Type
- Type: Spanish regional legislature
- Houses: Unicameral
- Seats: 51

= General Assemblies (Basque Country) =

Legislature of Biscay, Gipuzkoa, Alava, and Navarre

The General Assemblies (Spanish: Juntas Generales; Basque: Batzar Nagusiak) is the name of the legislative body (legislature) of the Spanish Basque territories of Biscay, Gipuzkoa, Alava and Navarre, and the elected assemblies to which the Government of each territory is responsible. The northern, French Basque Country, had its own regional assemblies until the Napoleonic period.

==The 4 legislative bodies==
The four legislative bodies of the Assembly are as follows:

- General Assemblies of Biscay (in Biscay): composed of fifty-one members. The head of the legislature is the speaker of the General Assemblies of Biscay.
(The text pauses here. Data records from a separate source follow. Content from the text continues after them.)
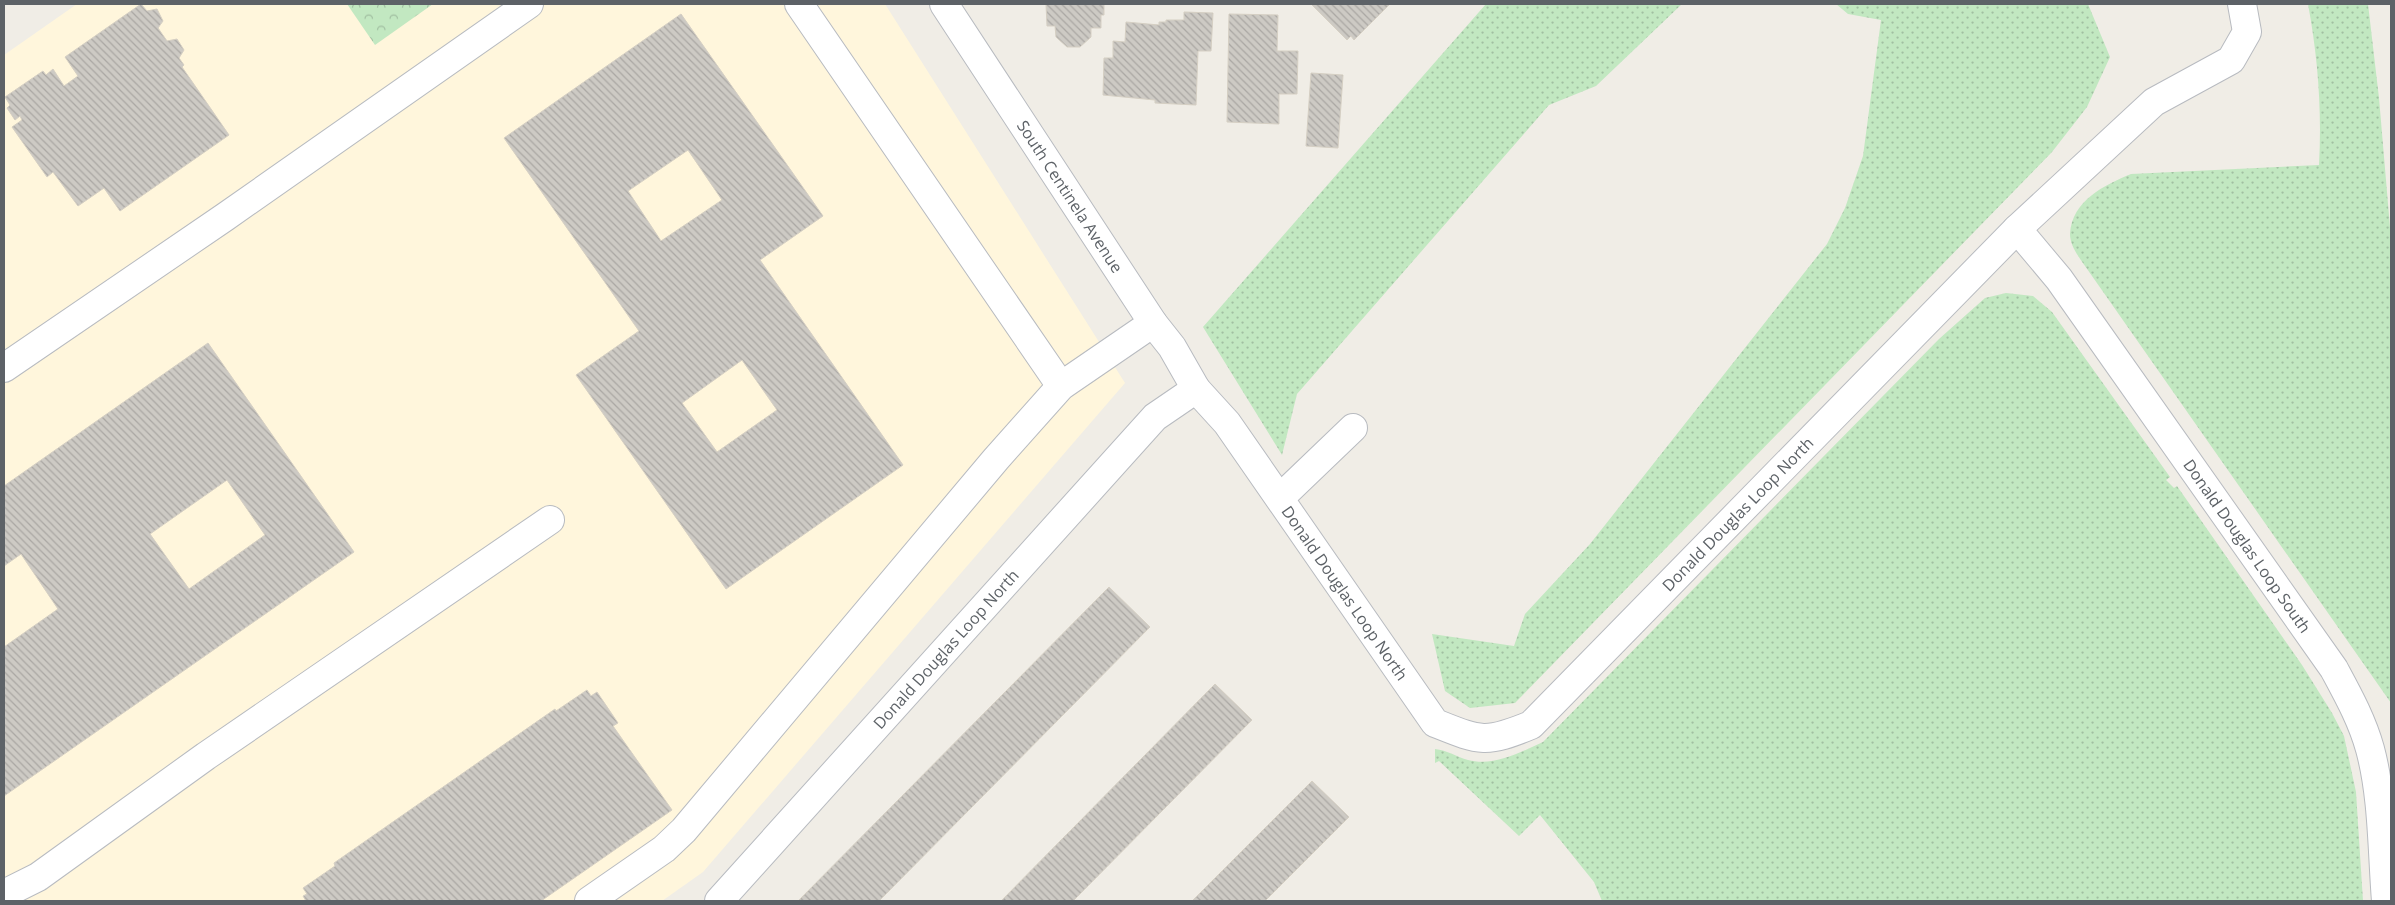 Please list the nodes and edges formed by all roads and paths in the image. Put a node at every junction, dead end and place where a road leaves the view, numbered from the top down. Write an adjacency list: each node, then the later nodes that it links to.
1 (529, 4): 7 (street)
2 (799, 4): 8 (street)
3 (944, 4): 6 (street, South Centinela Avenue)
4 (2242, 4): 5 (street, Donald Douglas Loop North)
5 (2017, 229): 11 (street, Donald Douglas Loop North); 16 (street, Donald Douglas Loop South)
6 (1153, 323): 8 (street); 9 (street, South Centinela Avenue)
7 (4, 368)
8 (1061, 386): 14 (street)
9 (1196, 389): 11 (street, Donald Douglas Loop North); 15 (street, Donald Douglas Loop North)
10 (1353, 428): 11 (street)
11 (1280, 498)
12 (550, 520): 13 (street)
13 (4, 894)
14 (589, 901)
15 (719, 901)
16 (2386, 901) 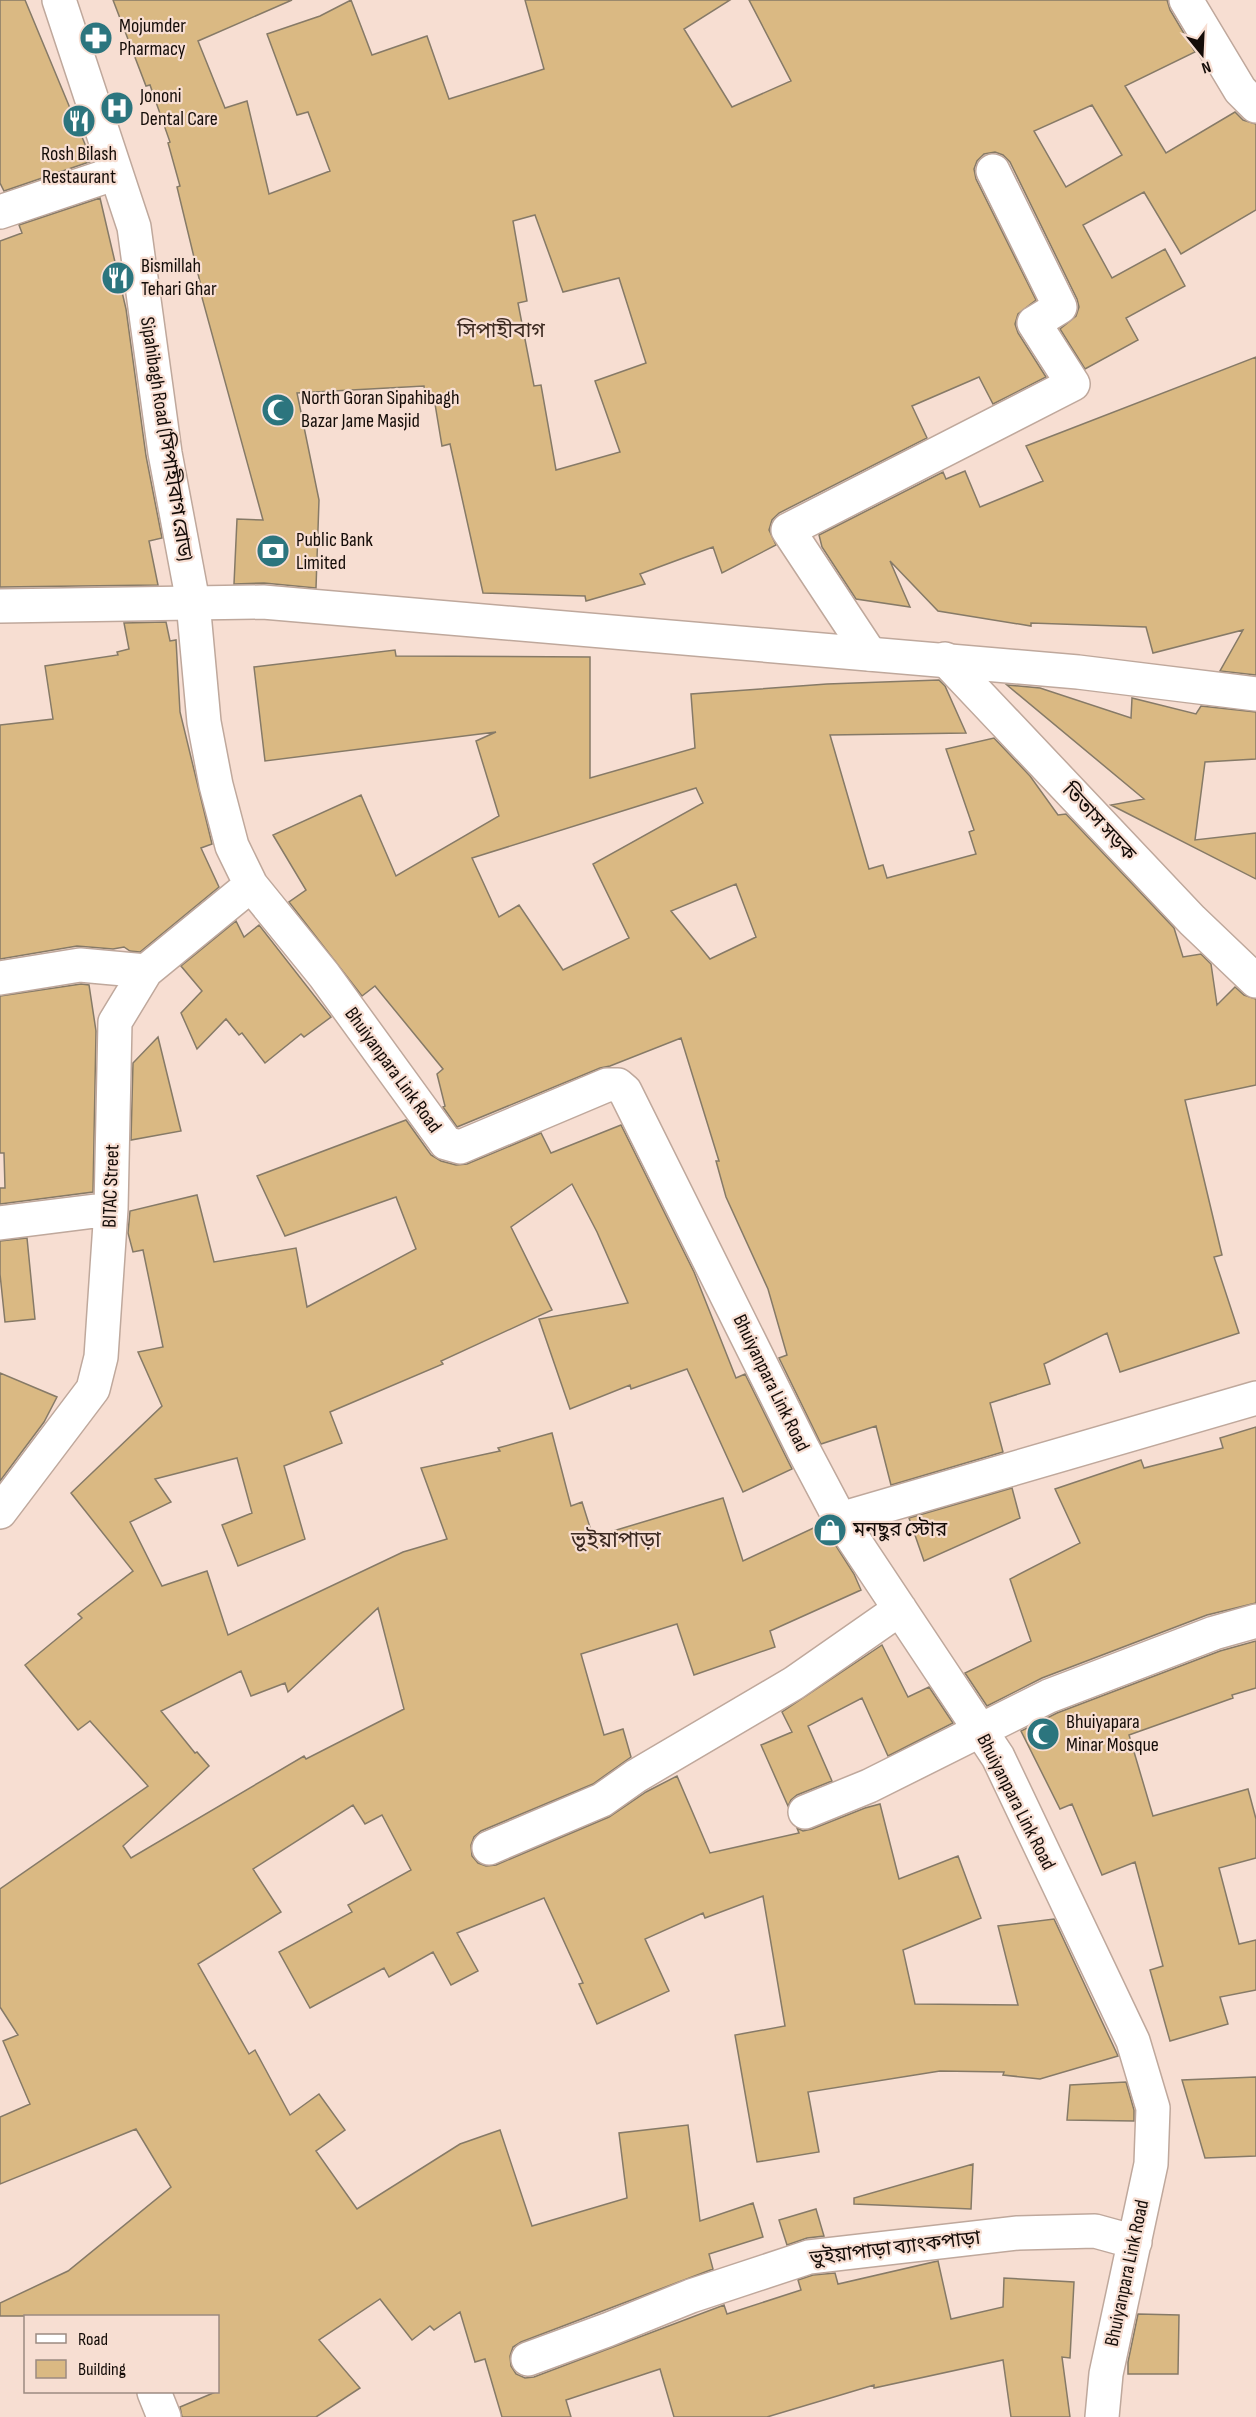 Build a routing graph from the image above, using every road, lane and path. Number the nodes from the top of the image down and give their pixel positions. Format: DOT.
graph roads {
  1 [pos="59,0"];
  2 [pos="1186,0"];
  3 [pos="1256,106"];
  4 [pos="993,171"];
  5 [pos="116,173"];
  6 [pos="0,212"];
  7 [pos="193,602"];
  8 [pos="0,606"];
  9 [pos="870,654"];
  10 [pos="945,659"];
  11 [pos="1256,694"];
  12 [pos="251,885"];
  13 [pos="146,971"];
  14 [pos="0,978"];
  15 [pos="1256,981"];
  16 [pos="111,1209"];
  17 [pos="0,1223"];
  18 [pos="1256,1398"];
  19 [pos="0,1512"];
  20 [pos="840,1519"];
  21 [pos="900,1609"];
  22 [pos="1256,1621"];
  23 [pos="980,1731"];
  24 [pos="805,1812"];
  25 [pos="489,1848"];
  26 [pos="1135,2242"];
  27 [pos="528,2359"];
  28 [pos="155,2393"];
  29 [pos="164,2417"];
  30 [pos="1102,2417"];
  1 -- 5 [label="street, Sipahibagh Road (সিপাহীবাগ রোড)"];
  2 -- 3 [label="street"];
  4 -- 9 [label="street"];
  5 -- 6 [label="street"];
  5 -- 7 [label="street, Sipahibagh Road (সিপাহীবাগ রোড)"];
  7 -- 8 [label="street"];
  7 -- 9 [label="street"];
  7 -- 12 [label="street, Bhuiyanpara Link Road"];
  9 -- 10 [label="street"];
  10 -- 11 [label="street"];
  10 -- 15 [label="street, তিতাস সড়ক"];
  12 -- 13 [label="street, BITAC Street"];
  12 -- 20 [label="street, Bhuiyanpara Link Road"];
  13 -- 14 [label="street"];
  13 -- 16 [label="street, BITAC Street"];
  16 -- 17 [label="street"];
  16 -- 19 [label="street, BITAC Street"];
  18 -- 20 [label="street"];
  20 -- 21 [label="street, Bhuiyanpara Link Road"];
  21 -- 23 [label="street, Bhuiyanpara Link Road"];
  21 -- 25 [label="street"];
  22 -- 23 [label="street"];
  23 -- 24 [label="street"];
  23 -- 26 [label="street, Bhuiyanpara Link Road"];
  26 -- 27 [label="street, ভুইয়াপাড়া ব্যাংকপাড়া"];
  26 -- 30 [label="street, Bhuiyanpara Link Road"];
  28 -- 29 [label="street"];
}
The assembly elects the head of the government (called "General Deputy of Biscay") and he or she appoints their ministers. The regional government (called "Provincial Council of Biscay") is responsible to the General Assemblies.
- General Assemblies of Gipuzkoa (in Gipuzkoa): composed of fifty-one members. The head of the legislature is the speaker of the General Assemblies of Gipuzkoa. The assembly elects the head of the government (called "General Deputy of Gipuzkoa") and he or she appoints their ministers. The regional government (called "Provincial Council of Gipuzkoa") is responsible to the General Assemblies.
- General Assemblies of Álava (in Álava): composed of fifty-one members. The head of the legislature is the speaker of the General Assemblies of Álava. The assembly elects the head of the government (called "General Deputy of Álava") and he or she appoints their ministers. The regional government (called "Provincial Council of Álava") is responsible to the General Assemblies.
- Parliament of Navarre (in Navarre): composed of fifty deputies. The head of the legislature is the speaker of the Parliament of Navarre.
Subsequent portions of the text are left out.